Rand Paul, the champion of cutting spending, spent over $10 million on the general election — in Kentucky!

He bought so much advertising that some of the local television stations ran out of time “inventory.”

We like to spend money on eBay so much that Meg Whitman can afford to drop $160 million on her own campaign (a new record).

She’s worth $1.3 billion.

Russ Feingold, a class act liberal and bipartisan senator for 17 years, lost to Ron Johnson in Wisconsin.

Johnson, a tea party guy who, according to himself, wants to ‘stop all the spending,’ spent over $8 million — four times the amount Feingold spent.

But alas, this will continue.  Our Supreme Court has decided that corporate money equals free speech.  It’s doubtful those who won — the ones who benefited most from this money — will pass legislation that stops the flow to their own campaigns.

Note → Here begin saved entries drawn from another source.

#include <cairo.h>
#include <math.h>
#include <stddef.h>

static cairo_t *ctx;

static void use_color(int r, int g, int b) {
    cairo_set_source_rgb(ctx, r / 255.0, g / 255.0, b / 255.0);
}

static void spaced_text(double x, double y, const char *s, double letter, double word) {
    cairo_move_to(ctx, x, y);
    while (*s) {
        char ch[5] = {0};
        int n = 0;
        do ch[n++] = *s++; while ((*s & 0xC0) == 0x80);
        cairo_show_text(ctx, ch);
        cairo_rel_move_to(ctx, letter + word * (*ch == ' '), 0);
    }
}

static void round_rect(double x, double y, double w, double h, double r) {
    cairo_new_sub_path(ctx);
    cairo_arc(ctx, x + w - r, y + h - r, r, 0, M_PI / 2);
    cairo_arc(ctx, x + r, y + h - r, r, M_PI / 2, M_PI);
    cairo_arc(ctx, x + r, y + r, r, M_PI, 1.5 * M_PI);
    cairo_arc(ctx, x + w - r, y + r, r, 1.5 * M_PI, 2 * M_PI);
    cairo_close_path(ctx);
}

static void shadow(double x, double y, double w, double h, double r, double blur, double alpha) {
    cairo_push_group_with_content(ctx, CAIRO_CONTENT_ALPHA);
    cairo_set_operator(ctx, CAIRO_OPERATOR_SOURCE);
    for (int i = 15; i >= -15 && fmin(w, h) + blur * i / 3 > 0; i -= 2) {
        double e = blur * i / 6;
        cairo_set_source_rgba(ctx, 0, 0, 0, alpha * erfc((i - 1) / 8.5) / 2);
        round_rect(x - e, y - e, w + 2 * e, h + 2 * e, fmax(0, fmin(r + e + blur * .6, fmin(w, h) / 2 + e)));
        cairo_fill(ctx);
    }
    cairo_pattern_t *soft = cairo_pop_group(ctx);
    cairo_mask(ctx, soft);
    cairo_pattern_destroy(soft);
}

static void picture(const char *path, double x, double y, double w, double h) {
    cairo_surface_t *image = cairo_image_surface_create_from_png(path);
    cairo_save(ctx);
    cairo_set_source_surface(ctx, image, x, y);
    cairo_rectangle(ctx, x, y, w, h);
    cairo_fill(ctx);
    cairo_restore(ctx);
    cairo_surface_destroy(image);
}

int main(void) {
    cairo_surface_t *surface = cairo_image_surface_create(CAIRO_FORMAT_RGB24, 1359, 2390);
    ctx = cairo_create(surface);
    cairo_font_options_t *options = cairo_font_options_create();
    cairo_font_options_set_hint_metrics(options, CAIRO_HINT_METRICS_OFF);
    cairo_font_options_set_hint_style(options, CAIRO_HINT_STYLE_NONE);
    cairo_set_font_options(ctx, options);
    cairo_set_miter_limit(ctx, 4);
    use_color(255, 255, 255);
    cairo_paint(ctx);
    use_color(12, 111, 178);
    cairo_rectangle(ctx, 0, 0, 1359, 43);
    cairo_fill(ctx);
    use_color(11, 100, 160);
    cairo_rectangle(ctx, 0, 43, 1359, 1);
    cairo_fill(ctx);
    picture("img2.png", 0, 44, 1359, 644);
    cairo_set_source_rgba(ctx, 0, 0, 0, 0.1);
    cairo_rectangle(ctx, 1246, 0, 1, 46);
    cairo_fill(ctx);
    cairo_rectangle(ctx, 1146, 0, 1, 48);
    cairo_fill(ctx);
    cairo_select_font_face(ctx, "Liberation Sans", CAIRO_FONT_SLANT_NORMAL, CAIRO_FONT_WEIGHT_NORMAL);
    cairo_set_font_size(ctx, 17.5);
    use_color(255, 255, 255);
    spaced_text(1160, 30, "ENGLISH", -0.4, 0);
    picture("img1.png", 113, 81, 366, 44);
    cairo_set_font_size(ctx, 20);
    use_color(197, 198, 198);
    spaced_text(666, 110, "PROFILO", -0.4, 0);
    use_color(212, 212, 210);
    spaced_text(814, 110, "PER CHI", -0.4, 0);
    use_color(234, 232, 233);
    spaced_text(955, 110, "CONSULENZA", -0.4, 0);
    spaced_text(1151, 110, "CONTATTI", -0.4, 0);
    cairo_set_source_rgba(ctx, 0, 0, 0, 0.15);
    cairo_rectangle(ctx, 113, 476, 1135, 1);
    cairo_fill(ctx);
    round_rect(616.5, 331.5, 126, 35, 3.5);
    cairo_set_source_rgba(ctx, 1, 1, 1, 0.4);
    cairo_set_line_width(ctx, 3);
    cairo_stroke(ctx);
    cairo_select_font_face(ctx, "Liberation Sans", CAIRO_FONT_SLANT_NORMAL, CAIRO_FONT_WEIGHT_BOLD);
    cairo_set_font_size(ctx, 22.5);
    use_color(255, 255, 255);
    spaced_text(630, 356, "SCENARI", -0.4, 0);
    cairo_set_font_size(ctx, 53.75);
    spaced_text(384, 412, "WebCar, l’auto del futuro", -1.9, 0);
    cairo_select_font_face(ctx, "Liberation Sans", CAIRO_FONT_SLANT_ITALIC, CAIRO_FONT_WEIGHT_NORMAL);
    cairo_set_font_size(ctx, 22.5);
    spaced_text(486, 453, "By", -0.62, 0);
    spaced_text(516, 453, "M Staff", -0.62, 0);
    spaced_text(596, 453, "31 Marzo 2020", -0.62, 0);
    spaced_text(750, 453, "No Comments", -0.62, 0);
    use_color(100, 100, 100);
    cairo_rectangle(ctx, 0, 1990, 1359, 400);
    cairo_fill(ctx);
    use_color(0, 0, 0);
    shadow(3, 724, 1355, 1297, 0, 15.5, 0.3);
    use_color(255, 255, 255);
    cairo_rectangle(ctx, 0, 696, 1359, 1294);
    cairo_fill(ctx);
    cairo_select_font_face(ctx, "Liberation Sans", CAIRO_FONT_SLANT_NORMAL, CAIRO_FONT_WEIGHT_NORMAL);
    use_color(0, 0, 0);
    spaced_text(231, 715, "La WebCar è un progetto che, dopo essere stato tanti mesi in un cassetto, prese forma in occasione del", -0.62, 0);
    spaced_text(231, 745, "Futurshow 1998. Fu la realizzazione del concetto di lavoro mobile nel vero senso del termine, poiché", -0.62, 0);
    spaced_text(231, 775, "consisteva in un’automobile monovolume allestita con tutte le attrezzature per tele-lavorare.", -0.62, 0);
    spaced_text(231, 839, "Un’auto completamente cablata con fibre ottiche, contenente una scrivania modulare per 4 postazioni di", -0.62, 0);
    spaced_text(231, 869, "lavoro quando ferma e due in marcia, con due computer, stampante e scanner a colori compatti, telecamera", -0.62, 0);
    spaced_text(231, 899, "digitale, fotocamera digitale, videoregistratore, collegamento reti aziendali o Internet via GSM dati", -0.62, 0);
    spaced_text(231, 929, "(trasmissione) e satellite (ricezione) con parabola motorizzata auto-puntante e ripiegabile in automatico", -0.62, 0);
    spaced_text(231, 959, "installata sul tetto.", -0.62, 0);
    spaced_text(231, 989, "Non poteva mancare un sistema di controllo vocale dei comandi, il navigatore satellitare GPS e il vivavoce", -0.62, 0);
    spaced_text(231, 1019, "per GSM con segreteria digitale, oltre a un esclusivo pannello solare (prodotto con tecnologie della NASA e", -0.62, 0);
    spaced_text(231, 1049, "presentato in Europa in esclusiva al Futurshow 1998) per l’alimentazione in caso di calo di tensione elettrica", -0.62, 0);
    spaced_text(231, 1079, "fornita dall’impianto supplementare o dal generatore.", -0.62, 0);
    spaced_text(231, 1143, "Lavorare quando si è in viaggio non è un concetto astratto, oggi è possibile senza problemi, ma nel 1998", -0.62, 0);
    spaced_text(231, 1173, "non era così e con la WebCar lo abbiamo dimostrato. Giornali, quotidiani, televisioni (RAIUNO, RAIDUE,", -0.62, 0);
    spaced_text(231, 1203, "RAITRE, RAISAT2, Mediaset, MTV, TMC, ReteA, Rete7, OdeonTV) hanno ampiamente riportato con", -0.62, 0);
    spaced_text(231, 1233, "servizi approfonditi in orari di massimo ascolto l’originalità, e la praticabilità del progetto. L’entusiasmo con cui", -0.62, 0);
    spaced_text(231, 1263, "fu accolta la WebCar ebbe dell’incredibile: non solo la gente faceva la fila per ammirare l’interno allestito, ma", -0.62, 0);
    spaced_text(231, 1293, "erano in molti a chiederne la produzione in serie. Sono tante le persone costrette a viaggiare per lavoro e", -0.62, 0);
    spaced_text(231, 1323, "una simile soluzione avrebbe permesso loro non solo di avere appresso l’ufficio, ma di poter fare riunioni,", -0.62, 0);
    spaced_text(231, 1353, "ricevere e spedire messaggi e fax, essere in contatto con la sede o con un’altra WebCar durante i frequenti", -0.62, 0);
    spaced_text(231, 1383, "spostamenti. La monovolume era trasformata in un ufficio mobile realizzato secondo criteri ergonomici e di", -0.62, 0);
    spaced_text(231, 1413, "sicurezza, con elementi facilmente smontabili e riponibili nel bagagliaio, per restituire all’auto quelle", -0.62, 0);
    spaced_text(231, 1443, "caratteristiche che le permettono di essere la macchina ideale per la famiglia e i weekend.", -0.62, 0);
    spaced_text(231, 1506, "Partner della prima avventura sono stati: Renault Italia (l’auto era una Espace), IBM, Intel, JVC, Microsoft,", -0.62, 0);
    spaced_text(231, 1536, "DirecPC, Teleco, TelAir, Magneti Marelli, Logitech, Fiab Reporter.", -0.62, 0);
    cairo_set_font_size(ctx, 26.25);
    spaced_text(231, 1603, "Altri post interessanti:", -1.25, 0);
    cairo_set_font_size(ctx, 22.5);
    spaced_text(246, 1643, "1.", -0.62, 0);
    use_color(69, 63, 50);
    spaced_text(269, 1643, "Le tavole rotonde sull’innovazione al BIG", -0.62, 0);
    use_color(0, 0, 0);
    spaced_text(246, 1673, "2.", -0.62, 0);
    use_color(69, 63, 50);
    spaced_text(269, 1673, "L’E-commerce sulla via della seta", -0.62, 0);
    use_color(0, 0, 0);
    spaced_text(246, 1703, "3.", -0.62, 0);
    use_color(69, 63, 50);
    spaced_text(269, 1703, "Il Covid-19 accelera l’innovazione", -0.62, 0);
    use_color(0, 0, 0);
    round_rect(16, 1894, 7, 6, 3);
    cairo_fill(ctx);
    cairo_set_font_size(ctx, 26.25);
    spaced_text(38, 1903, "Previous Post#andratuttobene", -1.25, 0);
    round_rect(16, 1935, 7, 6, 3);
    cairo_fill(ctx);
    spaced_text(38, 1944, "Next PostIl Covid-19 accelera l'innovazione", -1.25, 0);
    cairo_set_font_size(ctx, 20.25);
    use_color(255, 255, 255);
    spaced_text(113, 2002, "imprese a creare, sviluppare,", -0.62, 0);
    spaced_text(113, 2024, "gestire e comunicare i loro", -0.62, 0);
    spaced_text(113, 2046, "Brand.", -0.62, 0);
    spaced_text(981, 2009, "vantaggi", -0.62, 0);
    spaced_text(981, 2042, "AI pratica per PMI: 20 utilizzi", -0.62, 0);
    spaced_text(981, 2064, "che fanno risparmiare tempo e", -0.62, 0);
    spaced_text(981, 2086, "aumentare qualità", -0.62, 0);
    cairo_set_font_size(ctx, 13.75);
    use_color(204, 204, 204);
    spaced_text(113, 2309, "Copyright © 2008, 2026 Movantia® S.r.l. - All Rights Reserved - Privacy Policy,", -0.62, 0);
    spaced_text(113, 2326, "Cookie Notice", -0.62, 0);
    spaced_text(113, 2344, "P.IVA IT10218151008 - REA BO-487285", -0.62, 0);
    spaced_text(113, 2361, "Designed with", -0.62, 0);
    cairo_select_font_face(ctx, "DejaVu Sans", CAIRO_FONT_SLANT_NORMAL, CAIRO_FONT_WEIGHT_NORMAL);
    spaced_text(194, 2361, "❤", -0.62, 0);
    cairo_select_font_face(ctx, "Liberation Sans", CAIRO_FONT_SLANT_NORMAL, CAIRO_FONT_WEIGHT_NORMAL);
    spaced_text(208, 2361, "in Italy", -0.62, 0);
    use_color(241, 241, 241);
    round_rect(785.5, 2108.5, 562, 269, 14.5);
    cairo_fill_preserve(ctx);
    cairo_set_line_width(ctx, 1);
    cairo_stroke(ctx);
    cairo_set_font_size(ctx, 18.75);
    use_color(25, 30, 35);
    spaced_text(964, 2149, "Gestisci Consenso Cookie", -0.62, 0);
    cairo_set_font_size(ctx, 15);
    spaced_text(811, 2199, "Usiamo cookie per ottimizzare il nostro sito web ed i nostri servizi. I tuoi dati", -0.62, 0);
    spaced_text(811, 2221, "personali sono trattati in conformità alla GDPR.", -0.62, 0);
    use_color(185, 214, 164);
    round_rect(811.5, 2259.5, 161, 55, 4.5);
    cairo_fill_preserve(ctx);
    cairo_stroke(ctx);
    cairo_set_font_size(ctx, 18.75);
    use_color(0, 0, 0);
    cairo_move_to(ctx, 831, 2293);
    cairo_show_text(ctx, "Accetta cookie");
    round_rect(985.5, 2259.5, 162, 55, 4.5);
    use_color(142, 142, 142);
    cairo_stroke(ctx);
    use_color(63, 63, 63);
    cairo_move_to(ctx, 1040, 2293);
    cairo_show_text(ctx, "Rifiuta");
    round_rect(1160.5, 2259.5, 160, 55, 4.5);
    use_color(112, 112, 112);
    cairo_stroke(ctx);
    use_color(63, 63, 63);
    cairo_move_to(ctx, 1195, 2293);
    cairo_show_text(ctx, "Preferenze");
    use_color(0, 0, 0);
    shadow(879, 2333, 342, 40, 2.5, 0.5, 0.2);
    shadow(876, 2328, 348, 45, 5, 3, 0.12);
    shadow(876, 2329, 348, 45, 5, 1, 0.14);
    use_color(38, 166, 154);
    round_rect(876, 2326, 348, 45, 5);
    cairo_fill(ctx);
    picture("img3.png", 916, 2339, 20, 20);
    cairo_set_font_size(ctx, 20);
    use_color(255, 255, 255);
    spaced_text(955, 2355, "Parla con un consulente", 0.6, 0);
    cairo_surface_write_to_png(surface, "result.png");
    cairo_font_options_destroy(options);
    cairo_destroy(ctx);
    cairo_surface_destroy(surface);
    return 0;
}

The problem with government spending is not government spending.  It’s a big country and a big government.  The problem is that our understanding is minimal and our priorities are distorted.

And there are groups that are willing to spend a lot of money to make sure it stays distorted.

If they would start with cutting campaign spending by creating a system with public funding of elections, it would save a lot of money, be more informative, be more positive — and make for a healthier mood in the country and a better democracy.

But that would require a cut in spending.

The Farmer and the Cowman Should be Friends

I have a tendency to get worked up at election time.

This year, I did a pretty good job of staying cool, calm, and collected.

The best way to do this is by not watching TV — which I did not do for several weeks.

Then, about a week ago, I posted this little video on my Facebook.

I thought it was funny, but it garnered some harsh, emotional opposition.

Thus began the phase of me getting “worked up.”

I wrote a blog, and the response to that got a little personal.

What’s going on!

I know.  I know.  Don’t talk about politics or religion.

But news, weather, and sports should be okay.  These days, politics is news and news is politics — at the expense of real, consequential news.

But these tea party folks aren’t looking for a discussion.  They’re looking for a fight.  Many of them, it seems, just discovered the U.S. Constitution.

It makes me nostalgic for the day, prior to the Bush-Gore election, when the world wide web was much younger, when I tried to teach a 5th grade class a lesson on the electoral college.

I had the computer hooked up to a big TV, so you could see the red and blue states and click on Florida once for blue, and again for red.

This was fancy technology at the time — which was the point of the lesson.  I was demonstrating for teachers how the internet could be used, along with a TV, in the classroom.

As I began explaining that Presidents were elected by an electoral college, state by state, the classroom teachers eyes glazed over.  After a short time, they interrupted me to say that this material wasn’t important and that the children weren’t interested.

They were right.  Nobody was interested.  Until a few weeks later when we all got a huge civics lesson.

Now, it seems, it’s gotten crazy.  We’re all too interested.  And some of the novice politicos don’t have the best manners.

I remember handing out pamphlets for McGovern, and then going to Nixon’s inauguration.

Win or lose, it was all quite interesting — but it was more respectful.

On my blog, I wasn’t sure whether or not to approve the comments or delete them.  I approved and argued that people can respectfully disagree without getting…well…nasty.

Then, in order to feel a little better, I moseyed down to the Democratic headquarters and made a few GOTV phone calls.

And watched a bit more TV.

And blogged again…

And watched more TV.


But, in order to get myself back on track, I took a long walk today with my dog — out in nature.  It was quite beautiful out there, with only the sounds of leaves and breeze and geese.  I noticed that geese love to talk to me, but when I answer, it seems to throw them off.  They get quiet.

And I started humming one of my favorite songs:  “The Farmer and the Cowman Should be Friends.”

This made me feel great — but a little old.